Politique Maroc

Secteur agricole : la Fédération nationale appelle à deux sit-in à Rabat pour l’égalité entre SMAG et SMIG

La Fédération nationale du secteur agricole a appelé ses adhérents et les travailleurs du secteur à se mobiliser, samedi 23 mai 2026 à Rabat, à travers deux sit-in organisés devant les ministères des Finances et de l’Agriculture. Objectif : remettre au centre du débat les revendications sociales des fonctionnaires, employés et ouvriers agricoles, avec en priorité l’alignement du salaire minimum agricole sur le salaire minimum interprofessionnel.

Le premier rassemblement est prévu devant le ministère des Finances, entre 11h et 12h15, avant un second sit-in devant le ministère de l’Agriculture, de 12h30 à 13h30. La journée de mobilisation doit ensuite se poursuivre au siège de l’Union marocaine du travail à Rabat, à partir de 14h.

À travers cette action, la Fédération entend dénoncer le blocage de plusieurs dossiers sociaux et administratifs. Elle réclame notamment l’accélération de la publication des statuts particuliers de plusieurs établissements relevant du secteur agricole, toujours en attente au niveau du ministère des Finances. Parmi les structures concernées figurent notamment l’Office national de sécurité sanitaire des produits alimentaires, l’Agence pour le développement agricole, l’Institut agronomique et vétérinaire Hassan II, l’École nationale d’agriculture de Meknès, l’Office national du conseil agricole ou encore l’Institut national de la recherche agronomique.

Selon la Fédération, ces retards prolongés ont des conséquences directes sur les droits professionnels et sociaux des travailleurs concernés. Elle estime que les engagements pris dans le cadre du dialogue sectoriel n’ont pas été suivis d’effets concrets, malgré l’épuisement des différentes étapes de négociation avec le ministère de tutelle.

L’organisation syndicale dénonce également le renvoi de plusieurs accords vers le ministère chargé du Budget, sous prétexte d’en évaluer l’impact financier. Une situation qui, selon elle, contribue à maintenir les revendications dans l’attente, sans calendrier clair de mise en œuvre.

Parmi les autres demandes avancées figure l’intégration des titulaires de diplômes dans les échelles correspondant à leur niveau de formation, notamment dans le cadre de la révision des statuts des établissements publics relevant du ministère de l’Agriculture. La Fédération appelle aussi à l’application des engagements concernant les fonctionnaires et employés de l’Agence nationale des eaux et forêts, conformément au procès-verbal signé le 6 mars 2025.

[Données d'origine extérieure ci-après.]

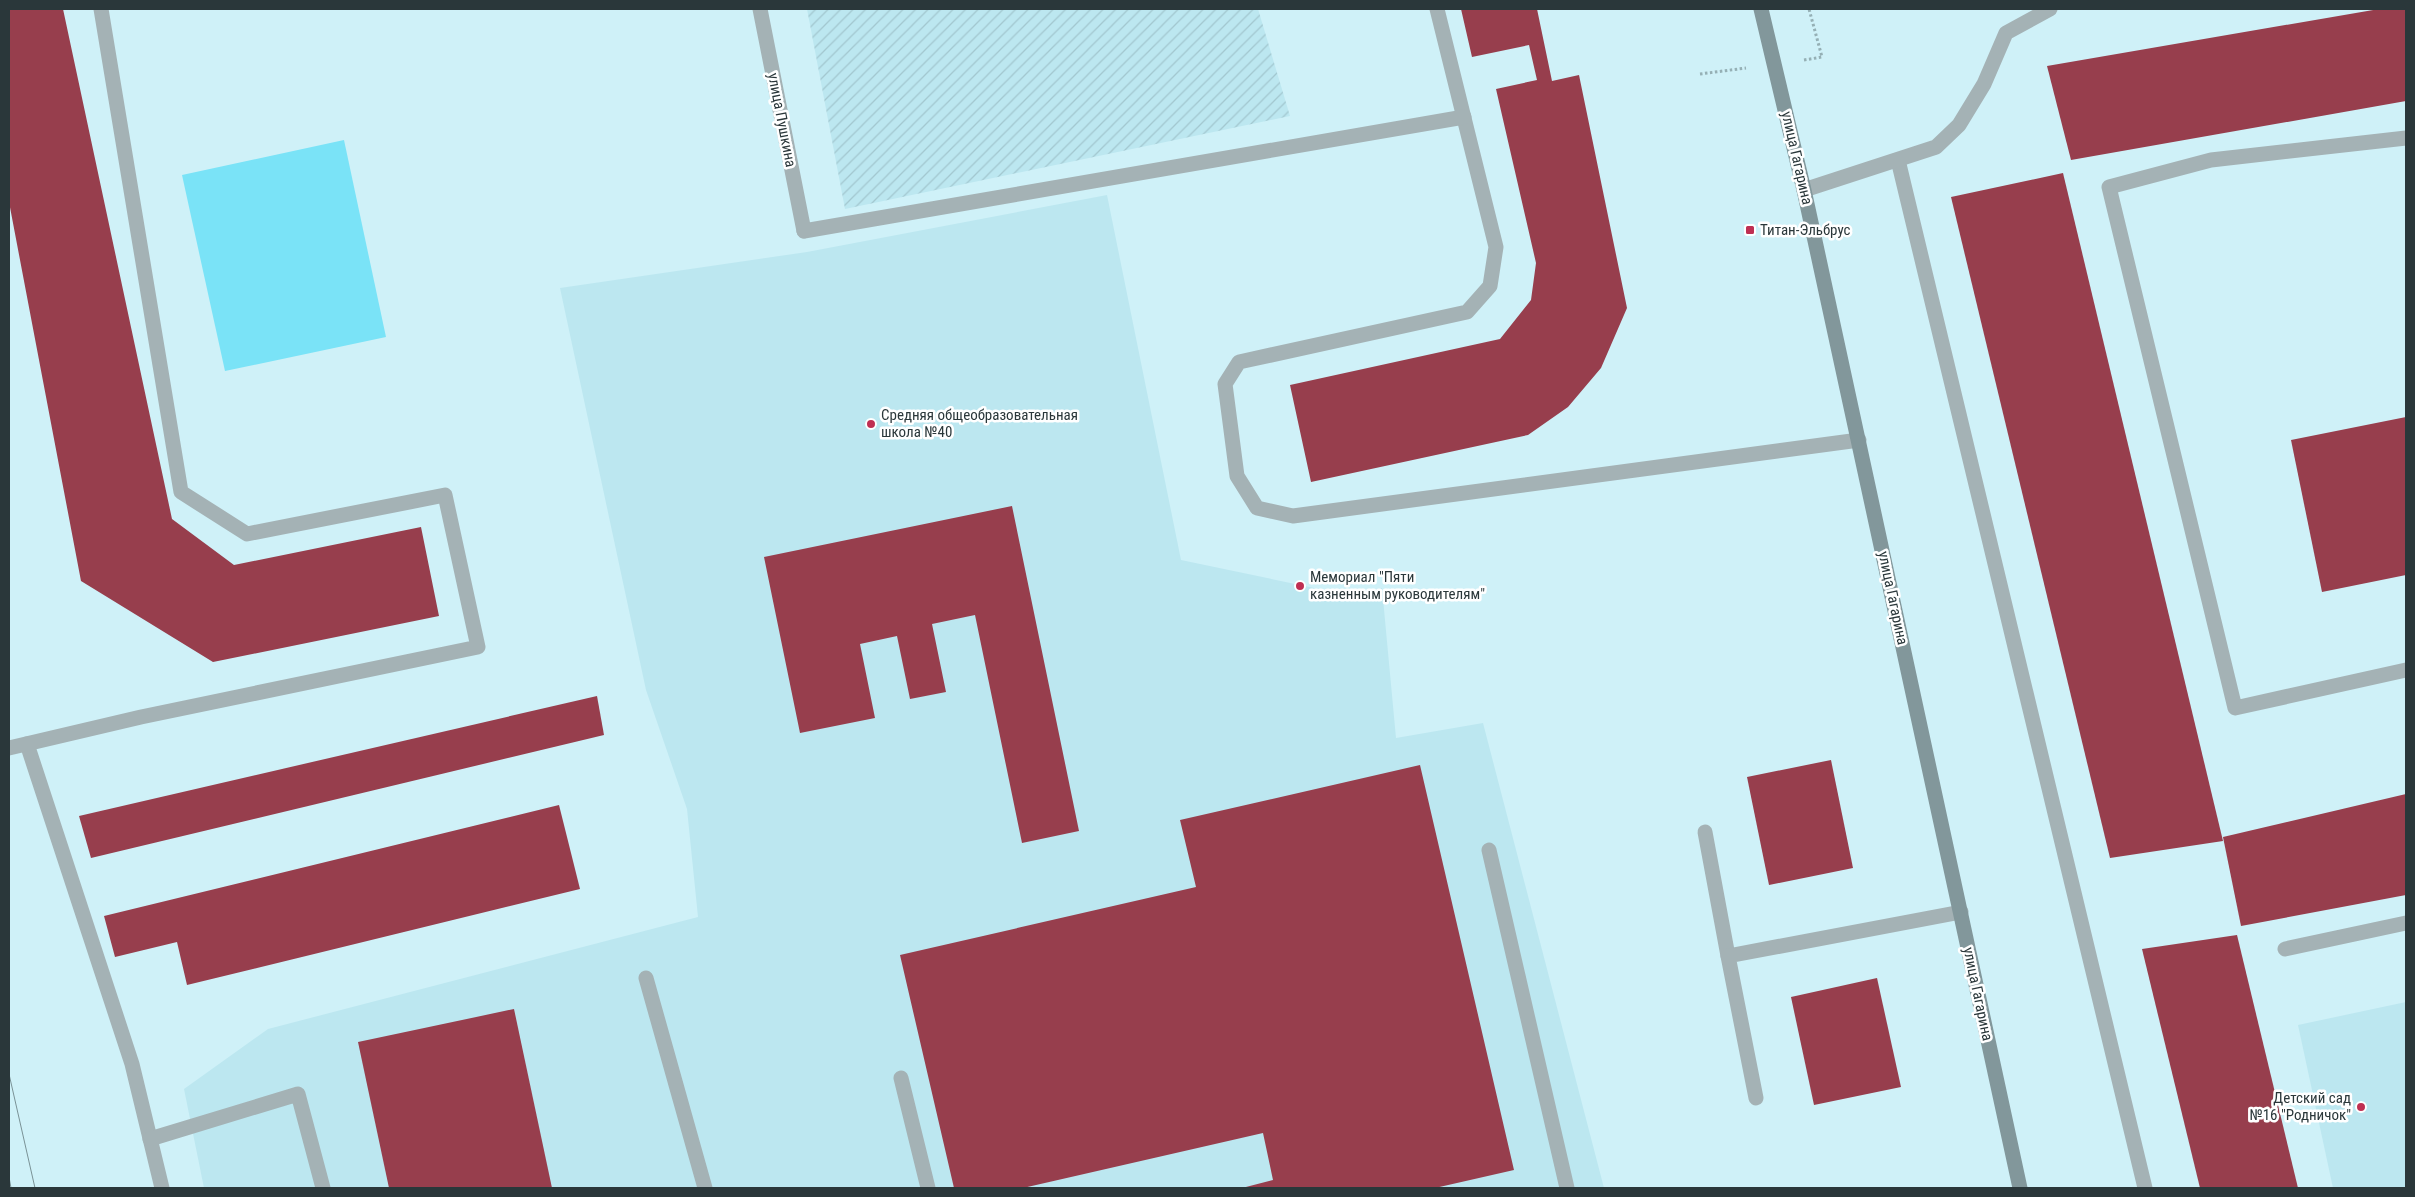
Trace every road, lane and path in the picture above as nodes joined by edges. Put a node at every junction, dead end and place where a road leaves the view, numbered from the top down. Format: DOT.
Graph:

Elle insiste par ailleurs sur la nécessité de renforcer les moyens accordés à la Fondation de promotion des œuvres sociales du ministère de l’Agriculture, dont le budget est jugé insuffisant au regard des besoins des travailleurs. La Fédération demande également l’accélération de l’adoption de la loi relative à la création de la Fondation des œuvres sociales des employés de la Conservation foncière, du cadastre et de la cartographie.

La question de l’égalité entre le SMAG et le SMIG reste au cœur de cette mobilisation. La Fédération rappelle que l’alignement du salaire minimum agricole sur le salaire minimum interprofessionnel fait partie des engagements évoqués depuis 2011, puis confirmés en 2022. Elle demande désormais l’activation concrète de cet accord, à travers la publication d’un décret fixant les étapes et les mécanismes permettant d’atteindre cette égalisation à l’horizon 2028.

Au-delà de la question salariale, la Fédération appelle à une meilleure reconnaissance des efforts fournis par les fonctionnaires du ministère, que ce soit dans les directions centrales, régionales et provinciales ou dans l’enseignement agricole. Elle estime que ces agents évoluent dans un contexte marqué par un déficit important en ressources humaines, ce qui renforce la nécessité d’un statut particulier adapté à leurs missions.